Susan Davis Wigenton (born October 12, 1962) is a United States district judge of the United States District Court for the District of New Jersey.

Early life and education
Born in Neptune Township, New Jersey, Wigenton grew up with three brothers in a sports-oriented family headed by her pastor father. She graduated from Norfolk State University with her Bachelor of Arts degree in 1984 and later from The College of William & Mary Law School with a Juris Doctor in 1987.

Career
Wigenton was a law clerk for Superior Court Judge Lawrence Lawson in the New Jersey Superior Court from 1987 to 1988 before serving in private practice in the State of New Jersey from 1988 to 2000.

Federal judicial service
Wigenton was a United States magistrate judge of the United States District Court for the District of New Jersey from 2000 to 2006. She was nominated to be a United States District Judge of the United States District Court for the District of New Jersey by President George W. Bush on January 25, 2006, to a seat vacated by Judge John Winslow Bissell, who assumed senior status. Wigenton was confirmed by the Senate on May 26, 2006 by a  voice vote.

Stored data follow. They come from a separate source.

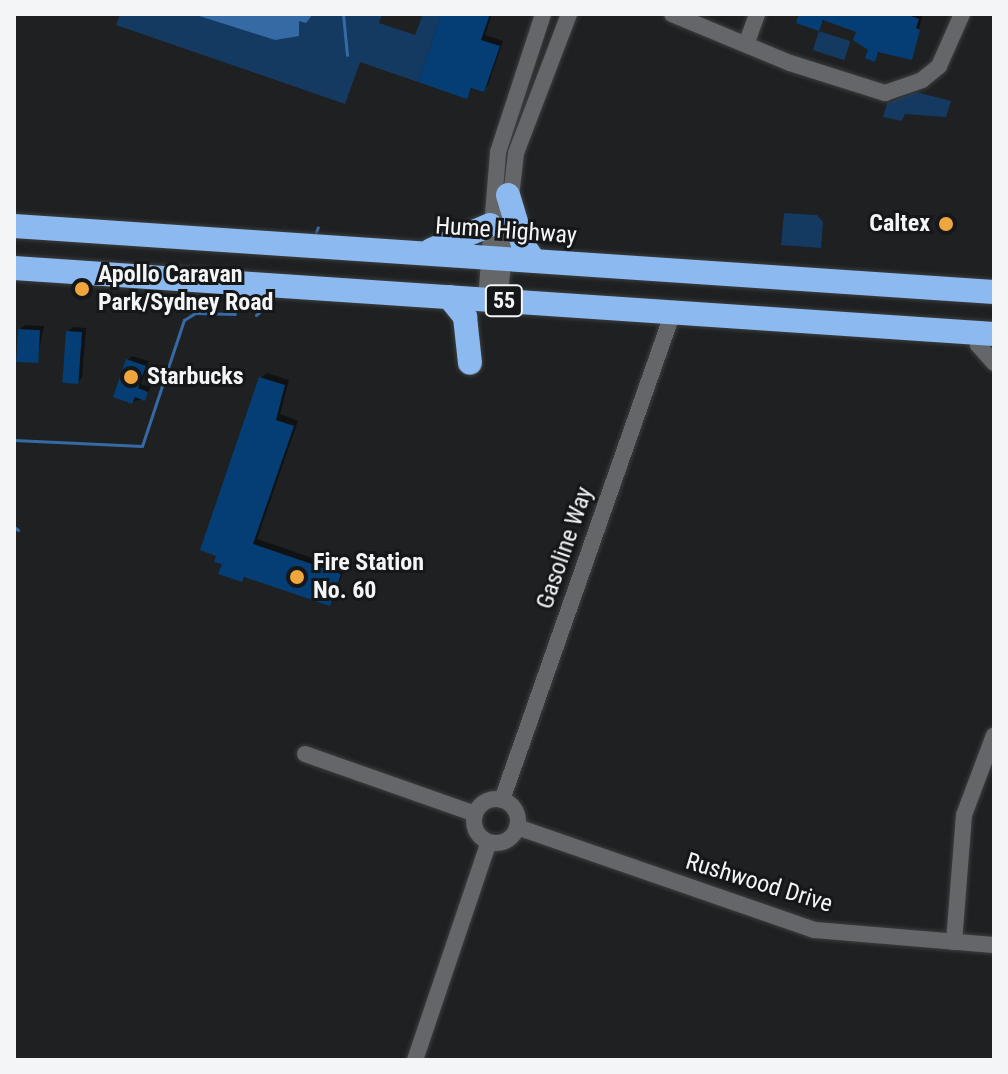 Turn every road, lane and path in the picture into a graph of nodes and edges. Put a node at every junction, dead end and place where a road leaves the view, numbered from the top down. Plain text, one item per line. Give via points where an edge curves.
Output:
1 (543, 14) edge
2 (569, 14) edge
3 (672, 14) edge
4 (757, 14) edge
5 (962, 14) edge
6 (747, 42) junction
7 (508, 195) junction
8 (490, 225) junction
9 (14, 226) edge
10 (422, 253) junction
11 (494, 258) junction
12 (534, 261) junction
13 (14, 268) edge
14 (994, 292) edge
15 (449, 297) junction
16 (492, 300) junction
17 (673, 312) junction
18 (986, 333) edge
19 (470, 363) dead end
20 (994, 363) edge
21 (994, 735) edge
22 (305, 754) dead end
23 (502, 800) junction
24 (475, 814) junction
25 (517, 827) junction
26 (489, 842) junction
27 (954, 942) junction
28 (994, 945) edge
29 (415, 1060) edge

1 - 8 street via 503,125
2 - 7 street via 516,153
3 - 6 street
4 - 6 street
5 - 6 street via 939,66 922,80 885,93 790,63
7 - 11 street
7 - 12 highway via 523,245
8 - 10 highway via 470,238
8 - 11 street
9 - 10 highway, Hume Highway / 55
10 - 11 highway, Hume Highway / 55
11 - 12 highway, Hume Highway / 55
11 - 16 street
12 - 14 highway, Hume Highway / 55
13 - 15 highway, 55
15 - 16 highway, 55
15 - 19 highway via 465,317
16 - 17 highway, 55
17 - 18 highway, 55
17 - 23 street, Gasoline Way
18 - 20 street via 978,345
21 - 27 street via 964,815
22 - 24 street
23 - 24 street via 489,800
23 - 25 street via 517,813
24 - 26 street via 478,834
25 - 26 street via 503,842
25 - 27 street, Rushwood Drive via 814,930
26 - 29 street
27 - 28 street, Rushwood Drive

She received her commission on June 12, 2006.

Notable cases
Wigenton presided over the trial of Andrew Auernheimer for alleged cybercrimes. The trial resulted in Auernheimer's conviction on two counts, but on April 11, 2014, the United States Court of Appeals for the Third Circuit reversed the conviction for improper venue under the Sixth Amendment, holding that the online conduct of Auernheimer, a resident of Arkansas, did not have a sufficient nexus to New Jersey, where the trial was held.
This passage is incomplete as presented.